■ **Your instructions**
A bare number is the only acceptable answer: how many lines of these entries include "math"?
*** Opening Input data ***
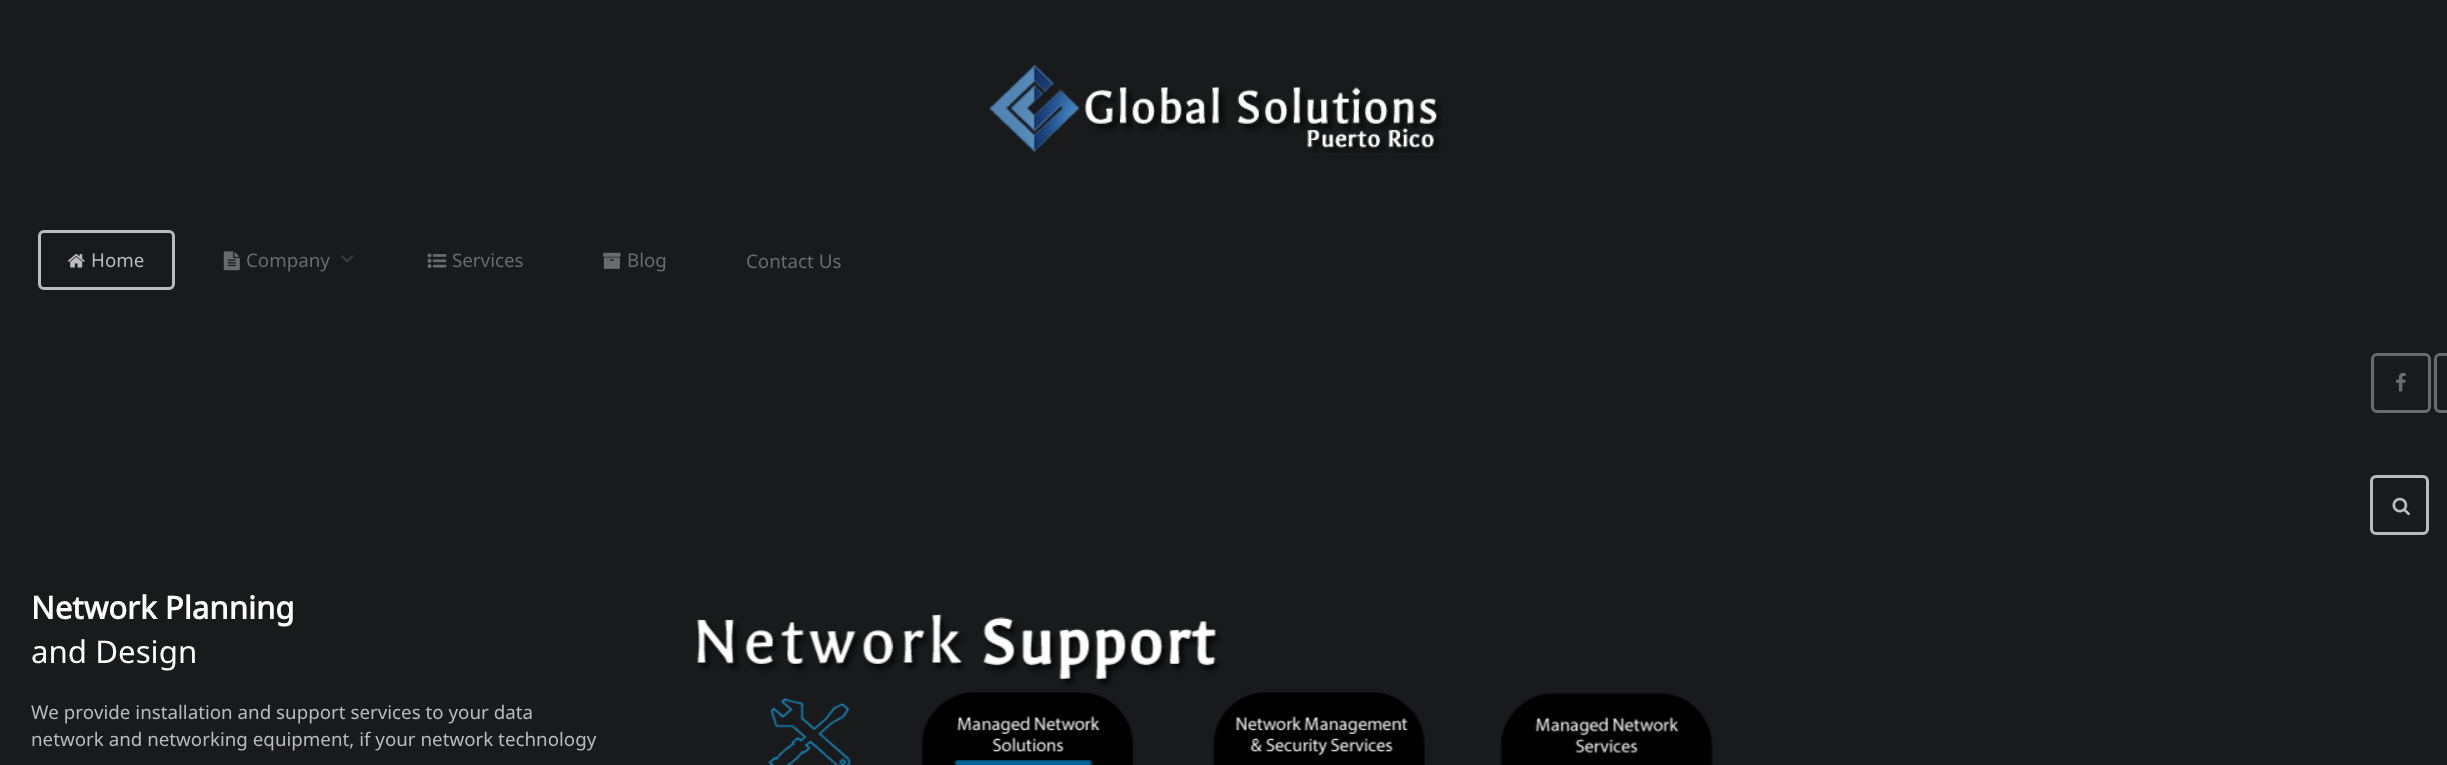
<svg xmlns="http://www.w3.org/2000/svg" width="2447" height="765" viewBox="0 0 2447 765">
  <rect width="100%" height="100%" fill="rgb(25,26,28)"/>
  <image x="989" y="64" width="454" height="89" href="pic1.png"/>
  <rect x="39.5" y="231.5" width="134" height="57" rx="4.5" fill="none" stroke="rgb(187,187,187)" stroke-width="3"/>
  <image x="67" y="254" width="18" height="14" href="pic2.png"/>
  <text x="91" y="267" font-family="Noto Sans" font-size="18.75" fill="rgb(187,187,187)">Home</text>
  <image x="223" y="251" width="17" height="20" href="pic3.png"/>
  <text x="246" y="267" font-family="Noto Sans" font-size="18.75" fill="rgb(106,107,108)">Company</text>
  <image x="341" y="255" width="13" height="8" href="pic4.png"/>
  <image x="427" y="253" width="20" height="16" href="pic5.png"/>
  <text x="452" y="267" font-family="Noto Sans" font-size="18.75" fill="rgb(106,107,108)">Services</text>
  <image x="603" y="252" width="18" height="17" href="pic6.png"/>
  <g font-family="Noto Sans" font-size="18.75" fill="rgb(106,107,108)">
    <text x="627" y="267">Blog</text>
    <text x="746" y="268">Contact Us</text>
  </g>
  <rect x="2372.5" y="354.5" width="57" height="57" rx="4.5" fill="none" stroke="rgb(106,107,108)" stroke-width="3"/>
  <image x="2396" y="372" width="10" height="20" href="pic7.png"/>
  <rect x="2435.5" y="354.5" width="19" height="57" rx="4.5" fill="none" stroke="rgb(106,107,108)" stroke-width="3"/>
  <rect x="2371.5" y="476.5" width="56" height="57" rx="4.5" fill="none" stroke="rgb(187,187,187)" stroke-width="3"/>
  <image x="2392" y="497" width="18" height="19" href="pic8.png"/>
  <text x="31" y="619" font-family="Noto Sans" font-size="31.25" font-weight="bold" fill="rgb(255,255,255)">Network Planning</text>
  <text x="31" y="663" font-family="Noto Sans" font-size="31.25" fill="rgb(255,255,255)">and Design</text>
  <g font-family="Noto Sans" font-size="18.75" fill="rgb(187,187,187)">
    <text>
      <tspan x="31" y="719">We provide installation and support services to your data</tspan>
      <tspan x="31" y="746">network and networking equipment, if your network technology</tspan>
    </text>
  </g>
  <image x="697" y="613" width="1016" height="152" href="pic9.png"/>
</svg>
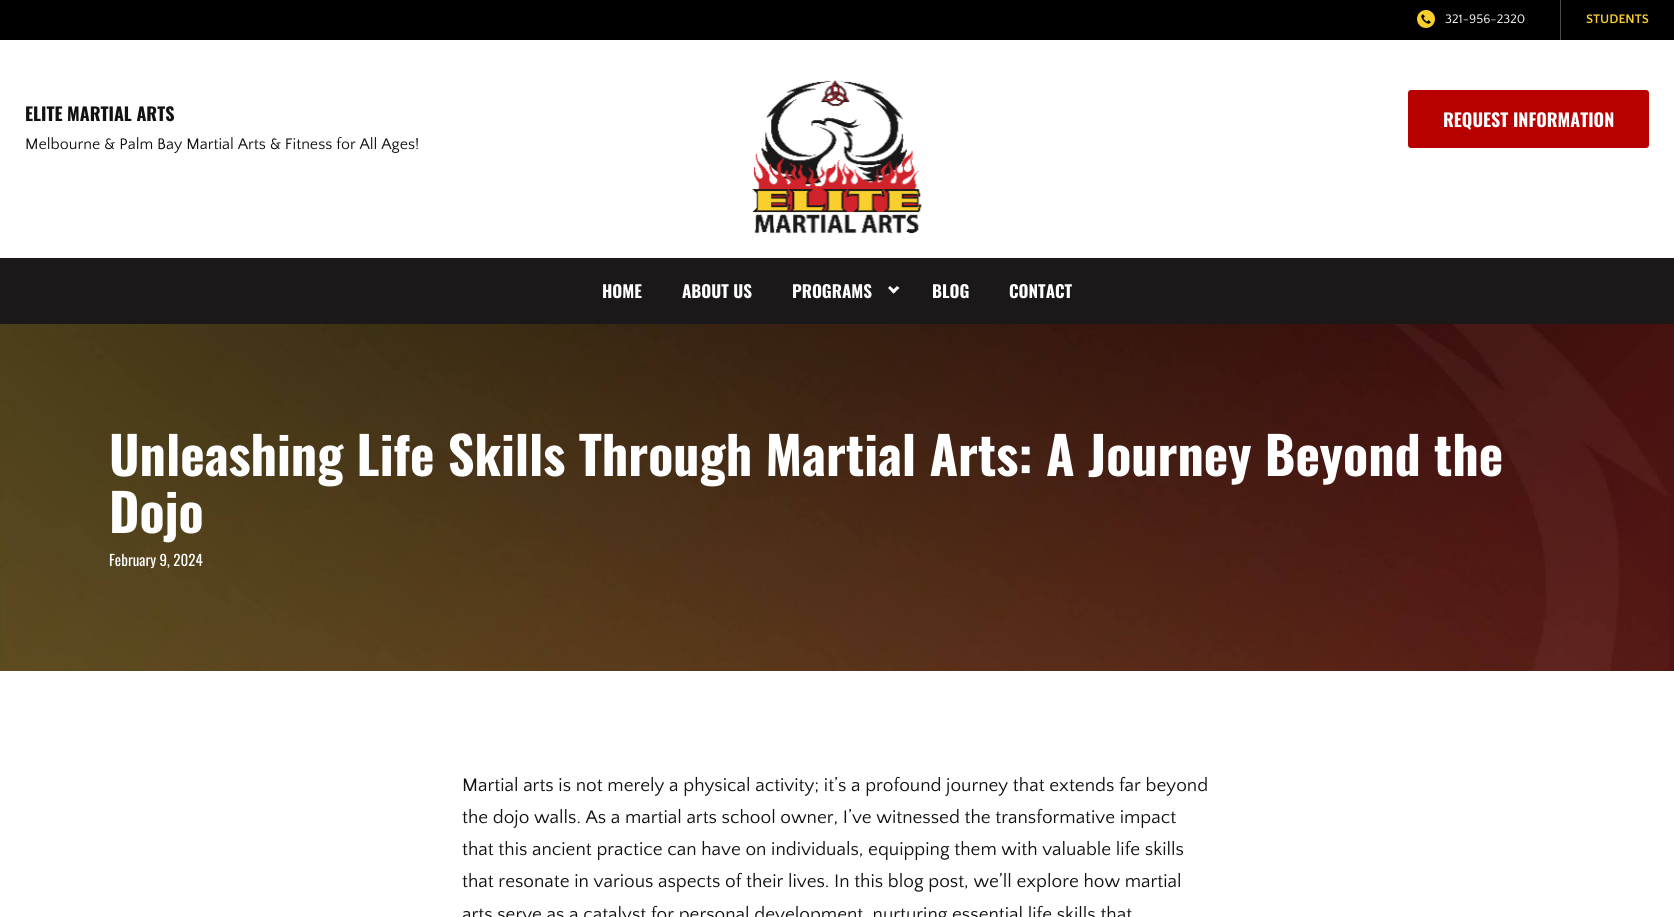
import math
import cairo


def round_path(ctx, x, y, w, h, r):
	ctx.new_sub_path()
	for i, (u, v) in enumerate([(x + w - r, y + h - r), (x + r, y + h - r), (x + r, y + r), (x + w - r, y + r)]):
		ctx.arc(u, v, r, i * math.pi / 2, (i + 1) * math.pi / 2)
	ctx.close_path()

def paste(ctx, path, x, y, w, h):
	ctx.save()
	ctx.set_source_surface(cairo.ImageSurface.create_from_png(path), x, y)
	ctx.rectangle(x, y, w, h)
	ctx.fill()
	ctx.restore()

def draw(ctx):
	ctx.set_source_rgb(1, 1, 1)
	ctx.paint()
	ctx.set_source_rgb(0, 0, 0)
	ctx.rectangle(0, 0, 1674, 40)
	ctx.fill()
	paste(ctx, 'media/1.png', 1417, 10, 18, 18)
	ctx.select_font_face('Quattrocento Sans')
	ctx.set_font_size(13)
	ctx.set_source_rgb(1, 1, 1)
	ctx.move_to(1445, 23)
	ctx.show_text('321-956-2320')
	ctx.set_source_rgb(0.302, 0.302, 0.302)
	ctx.rectangle(1560, 0, 1, 40)
	ctx.fill()
	ctx.select_font_face('Quattrocento Sans', cairo.FONT_SLANT_NORMAL, cairo.FONT_WEIGHT_BOLD)
	ctx.set_source_rgb(0.976, 0.812, 0.176)
	ctx.move_to(1586, 23)
	ctx.show_text('STUDENTS')
	ctx.select_font_face('Oswald', cairo.FONT_SLANT_NORMAL, cairo.FONT_WEIGHT_BOLD)
	ctx.set_font_size(18)
	ctx.set_source_rgb(0.067, 0.067, 0.067)
	ctx.move_to(25, 121)
	ctx.show_text('ELITE MARTIAL ARTS')
	ctx.select_font_face('Quattrocento Sans')
	ctx.set_font_size(16)
	ctx.move_to(25, 149)
	ctx.show_text('Melbourne & Palm Bay Martial Arts & Fitness for All Ages!')
	paste(ctx, 'media/2.png', 752, 80, 170, 154)
	ctx.set_source_rgb(0.718, 0, 0)
	round_path(ctx, 1408, 90, 241, 58, 3)
	ctx.fill()
	ctx.select_font_face('Oswald', cairo.FONT_SLANT_NORMAL, cairo.FONT_WEIGHT_BOLD)
	ctx.set_font_size(18)
	ctx.set_source_rgb(1, 1, 1)
	ctx.move_to(1443, 127)
	ctx.show_text('REQUEST INFORMATION')
	ctx.set_source_rgb(0.102, 0.094, 0.094)
	ctx.rectangle(0, 258, 1674, 66)
	ctx.fill()
	ctx.set_font_size(17)
	ctx.set_source_rgb(1, 1, 1)
	for x, y, s in [
		(602, 298, 'HOME'),
		(682, 298, 'ABOUT US'),
		(792, 298, 'PROGRAMS'),
	]:
		ctx.move_to(x, y)
		ctx.show_text(s)
	ctx.new_path()
	ctx.move_to(897, 286)
	ctx.line_to(899.5, 288)
	ctx.line_to(893.5, 293.5)
	ctx.line_to(891.5, 291.5)
	ctx.close_path()
	ctx.fill()
	ctx.new_path()
	ctx.move_to(890, 286)
	ctx.line_to(896, 291.5)
	ctx.line_to(893.5, 293.5)
	ctx.line_to(888, 288)
	ctx.close_path()
	ctx.fill()
	ctx.move_to(932, 298)
	ctx.show_text('BLOG')
	ctx.move_to(1009, 298)
	ctx.show_text('CONTACT')
	paste(ctx, 'media/3.png', 0, 324, 1674, 347)
	ctx.set_font_size(52)
	ctx.move_to(109, 476)
	ctx.show_text('Unleashing Life Skills Through Martial Arts: A Journey Beyond the')
	ctx.move_to(109, 533)
	ctx.show_text('Dojo')
	ctx.select_font_face('Oswald')
	ctx.set_font_size(15)
	ctx.move_to(109, 566)
	ctx.show_text('February 9, 2024')
	ctx.select_font_face('Quattrocento Sans')
	ctx.set_font_size(19)
	ctx.set_source_rgb(0.067, 0.067, 0.067)
	for x, y, s in [
		(462, 791, 'Martial arts is not merely a physical activity; it’s a profound journey that extends far beyond'),
		(462, 823, 'the dojo walls. As a martial arts school owner, I’ve witnessed the transformative impact'),
		(462, 855, 'that this ancient practice can have on individuals, equipping them with valuable life skills'),
		(462, 887, 'that resonate in various aspects of their lives. In this blog post, we’ll explore how martial'),
		(462, 920, 'arts serve as a catalyst for personal development, nurturing essential life skills that'),
	]:
		ctx.move_to(x, y)
		ctx.show_text(s)


surface = cairo.ImageSurface(cairo.FORMAT_RGB24, 1674, 917)
ctx = cairo.Context(surface)
options = cairo.FontOptions()
options.set_hint_metrics(cairo.HINT_METRICS_OFF)
options.set_hint_style(cairo.HINT_STYLE_NONE)
ctx.set_font_options(options)
ctx.set_miter_limit(4)
draw(ctx)
surface.write_to_png('image.png')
*** Closing Input data ***
■ **Answer below**
2